My problem is that valid zero values also exist in the input data over regions with no vegetation (e.g. deserts). Therefore, in the resulting array I can't readily tell which pixels are invalid, and which contain real data. How do I get around this? Is there any way to output a mask of which pixels contain real (i.e. no data was binned at all)? Thanks.

@JiaweiZhuang
Copy link
Owner

the ocean pixels are invalid and so need to be masked.

in the resulting array I can't readily tell which pixels are invalid, and which contain real data. How do I get around this?

Do you mean that the input data (on source grid) are all NaNs cover the ocean region? In that case, the output data will also be NaNs over the ocean, by default. You don't need to apply additional masking. In many cases, "masking" just means "setting NaN to zeros" (#22 (comment)), which might not be what you actually want.

If you input data do not even cover the ocean region (i.e. a regional grid only over land), but the output grid is global, then the undefined ocean region will have zeros instead of NaNs, by default. To flip this behavior see #15 (comment).

@JSAnandEOS
Copy link
Author

Do you mean that the input data (on source grid) are all NaNs cover the ocean region?

In addition to the ocean, there are also certain areas where for whatever reason (say, cloud cover) the data is invalid, so these regions have to be removed from the gridding as well. I have currently set these to NaNs as well. These are different to areas where the data is zero (e.g. deserts), because these values are still valid.

You don't need to apply additional masking. In many cases, "masking" just means "setting NaN to zeros" (#22 (comment)), which might not be what you actually want.
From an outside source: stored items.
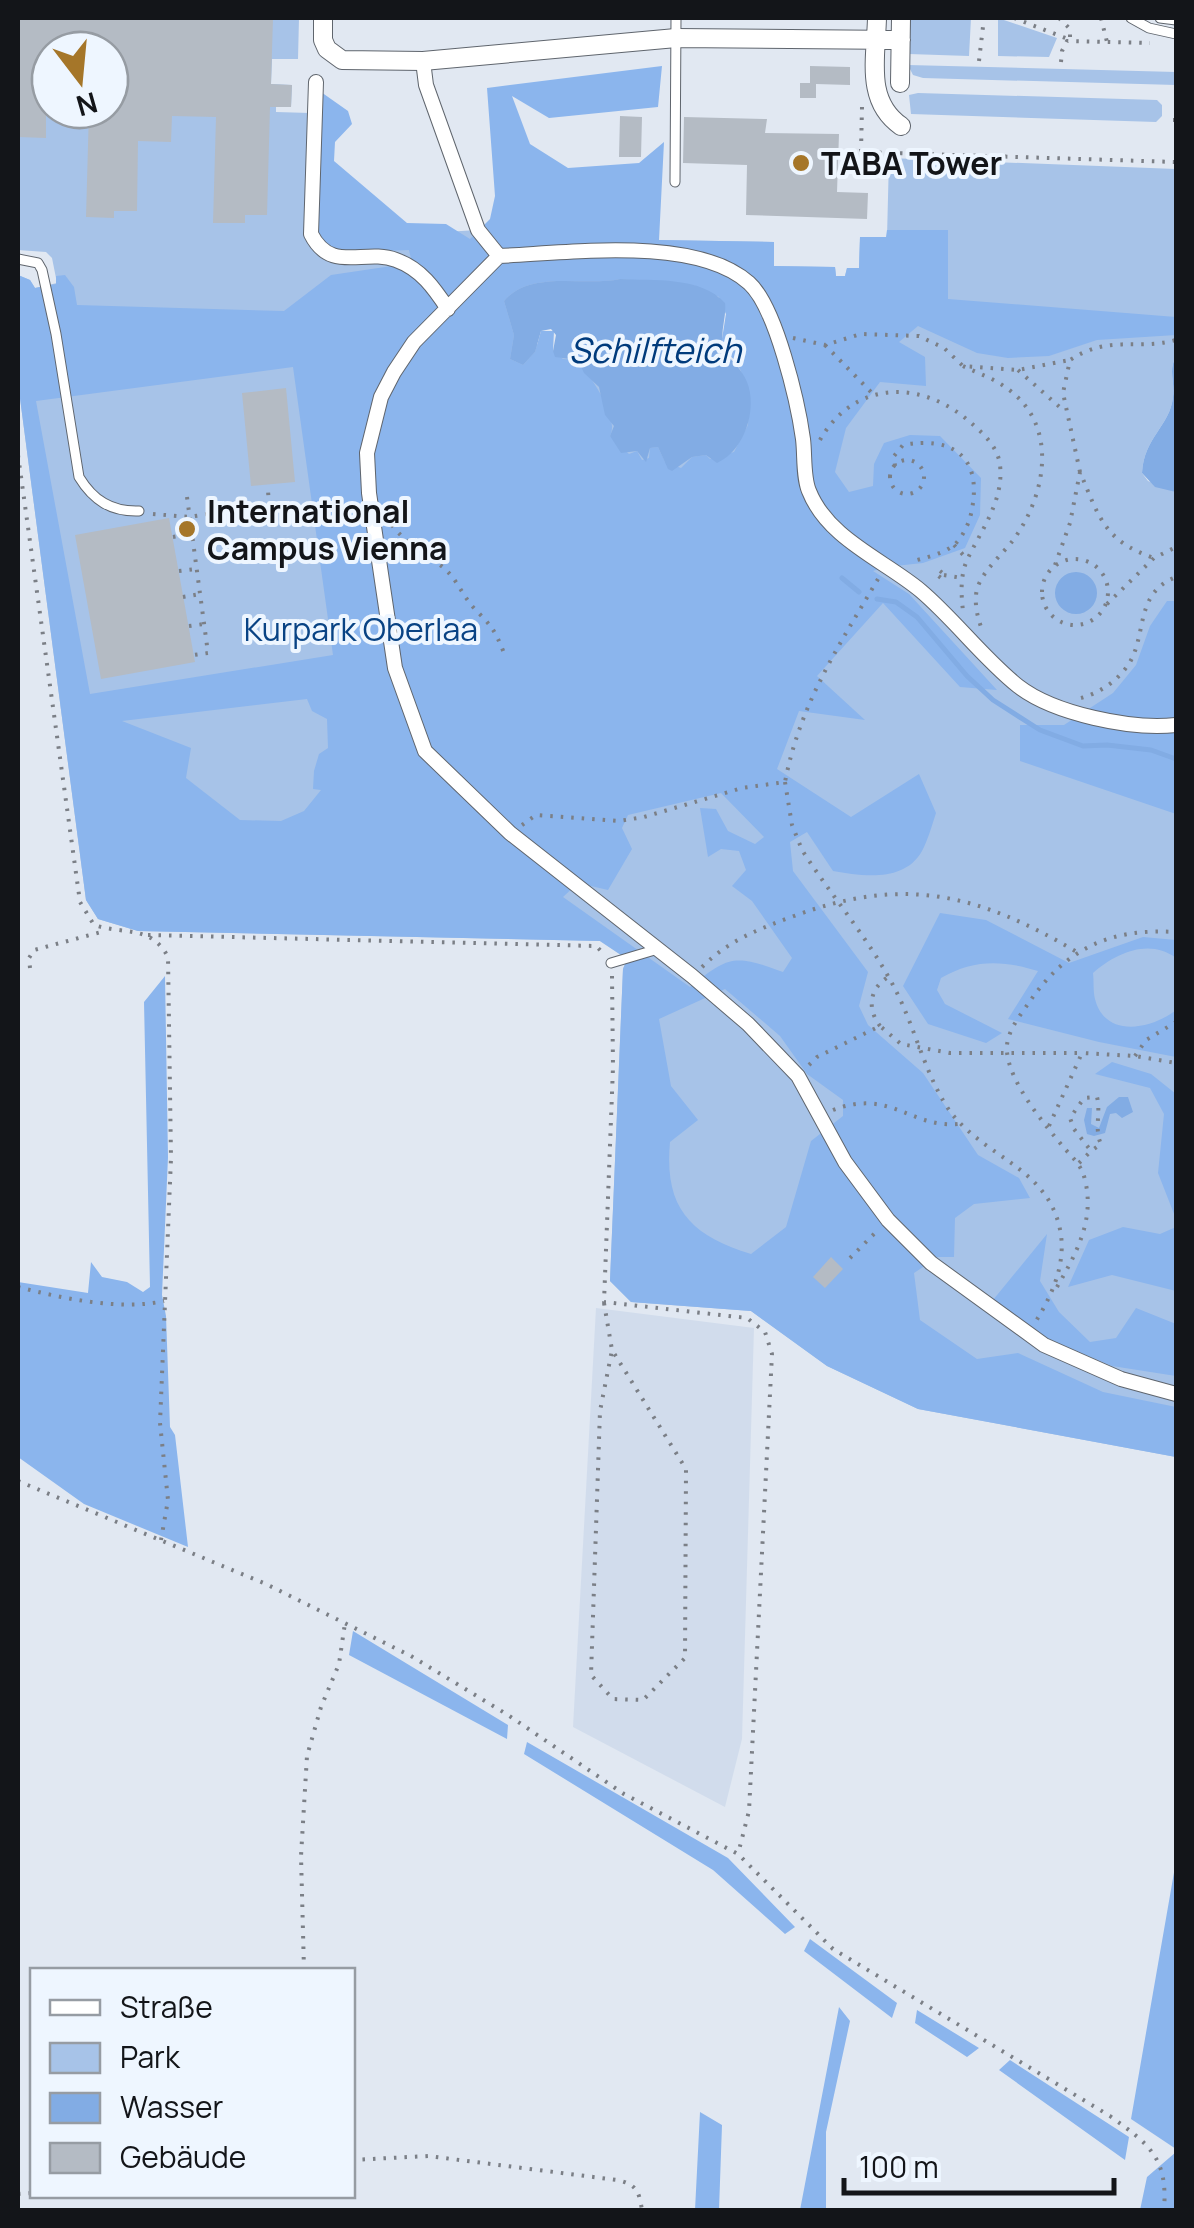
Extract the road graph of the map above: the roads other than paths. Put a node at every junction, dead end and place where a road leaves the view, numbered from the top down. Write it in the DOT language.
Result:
graph roads {
  1 [pos="323,18"];
  2 [pos="676,18"];
  3 [pos="877,18"];
  4 [pos="901,18"];
  5 [pos="1131,18"];
  6 [pos="1160,18"];
  7 [pos="1176,20"];
  8 [pos="1176,34"];
  9 [pos="676,38"];
  10 [pos="876,40"];
  11 [pos="900,40"];
  12 [pos="424,61"];
  13 [pos="316,82"];
  14 [pos="900,83"];
  15 [pos="901,126"];
  16 [pos="675,182"];
  17 [pos="498,256"];
  18 [pos="18,258"];
  19 [pos="448,309"];
  20 [pos="139,511"];
  21 [pos="1176,725"];
  22 [pos="658,949"];
  23 [pos="611,962"];
  24 [pos="1176,1394"];
  1 -- 12 [label="street"];
  2 -- 9 [label="lane"];
  3 -- 10 [label="street"];
  4 -- 11 [label="street"];
  5 -- 8 [label="lane"];
  6 -- 7 [label="lane"];
  9 -- 10 [label="street"];
  9 -- 12 [label="street"];
  9 -- 16 [label="lane"];
  10 -- 11 [label="street"];
  10 -- 15 [label="street"];
  11 -- 14 [label="street"];
  12 -- 17 [label="street"];
  13 -- 19 [label="street"];
  17 -- 19 [label="street"];
  17 -- 21 [label="street"];
  18 -- 20 [label="lane"];
  19 -- 22 [label="street"];
  22 -- 23 [label="lane"];
  22 -- 24 [label="street"];
}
I had originally wanted to use conservative gridding with NaNs and zero values, but I encountered the same problem as #22, where large sections of coastal regions were missing in the final gridded dataset, despite having non-zero input data near those regions. The discussion about "conservative_normed" suggested that I needed to do both masking and setting unwanted areas to NaNs in order to deal with both coastal regions and areas with invalid data.

@JiaweiZhuang
Copy link
Owner

If I understand correctly, then you need to

  1. Use "conservative_normed" with additional masks for NaN values, when building the regridder, just like what you did right now.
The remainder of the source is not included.